*** Records shown Section Begins ***

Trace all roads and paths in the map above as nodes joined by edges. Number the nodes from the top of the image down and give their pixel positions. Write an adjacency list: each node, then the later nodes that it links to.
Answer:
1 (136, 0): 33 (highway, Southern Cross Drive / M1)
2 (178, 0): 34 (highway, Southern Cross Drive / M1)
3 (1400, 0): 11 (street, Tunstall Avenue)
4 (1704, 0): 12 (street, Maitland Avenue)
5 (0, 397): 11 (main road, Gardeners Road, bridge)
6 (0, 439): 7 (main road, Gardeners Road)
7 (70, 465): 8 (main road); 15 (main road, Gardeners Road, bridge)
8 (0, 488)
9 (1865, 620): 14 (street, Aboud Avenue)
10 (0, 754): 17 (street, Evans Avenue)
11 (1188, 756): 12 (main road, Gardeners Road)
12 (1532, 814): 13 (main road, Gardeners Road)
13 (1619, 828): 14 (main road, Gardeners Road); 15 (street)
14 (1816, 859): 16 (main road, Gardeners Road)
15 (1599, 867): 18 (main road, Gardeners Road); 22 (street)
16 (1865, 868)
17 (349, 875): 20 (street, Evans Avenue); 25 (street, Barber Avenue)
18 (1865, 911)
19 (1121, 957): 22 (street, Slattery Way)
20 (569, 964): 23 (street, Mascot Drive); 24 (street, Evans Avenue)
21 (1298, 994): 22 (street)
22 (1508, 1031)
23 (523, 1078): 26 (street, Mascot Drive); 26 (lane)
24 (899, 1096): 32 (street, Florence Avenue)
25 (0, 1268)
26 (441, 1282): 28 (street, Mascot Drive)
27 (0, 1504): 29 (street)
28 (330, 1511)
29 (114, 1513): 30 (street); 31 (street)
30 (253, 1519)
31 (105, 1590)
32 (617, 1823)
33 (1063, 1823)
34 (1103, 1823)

*** Records shown Section Ends ***
*** Records shown Section Begins ***

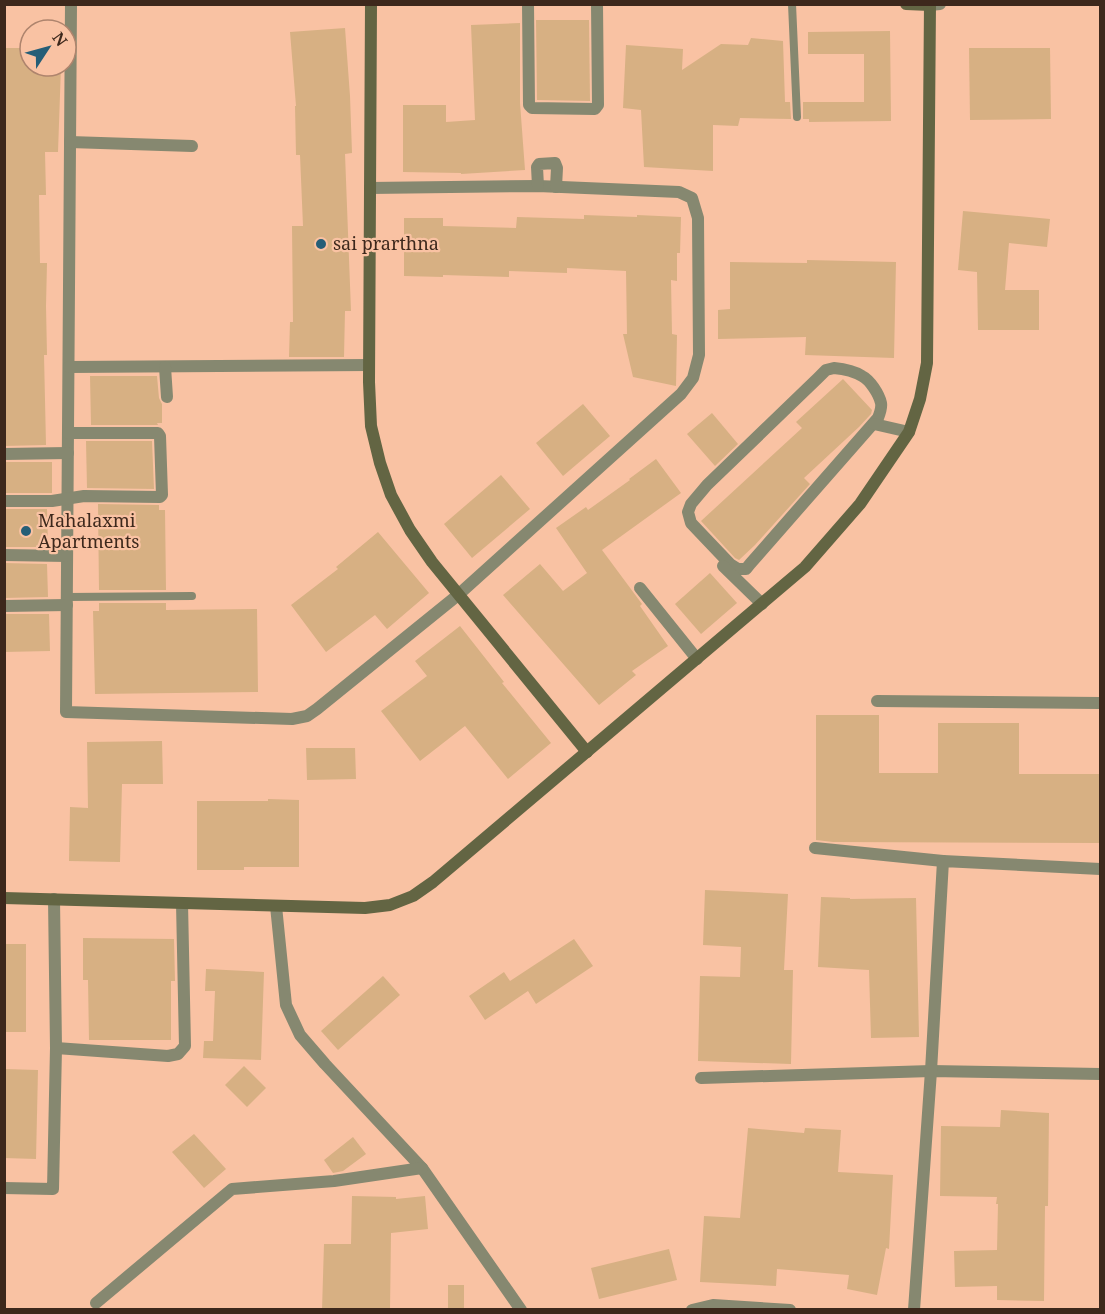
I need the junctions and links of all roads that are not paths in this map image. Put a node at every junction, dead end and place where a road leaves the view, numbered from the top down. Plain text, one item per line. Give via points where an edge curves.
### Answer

*** Records shown Section Ends ***

■ Your assignment ■
Match on "down": copy every line in the records that has it.

■ Your solution ■
Trace all roads and paths in the map above as nodes joined by edges. Number the nodes from the top of the image down and give their pixel positions. Write an adjacency list: each node, then the later nodes that it links to.
I need the junctions and links of all roads that are not paths in this map image. Put a node at every junction, dead end and place where a road leaves the view, numbered from the top down. Plain text, one item per line. Give via points where an edge curves.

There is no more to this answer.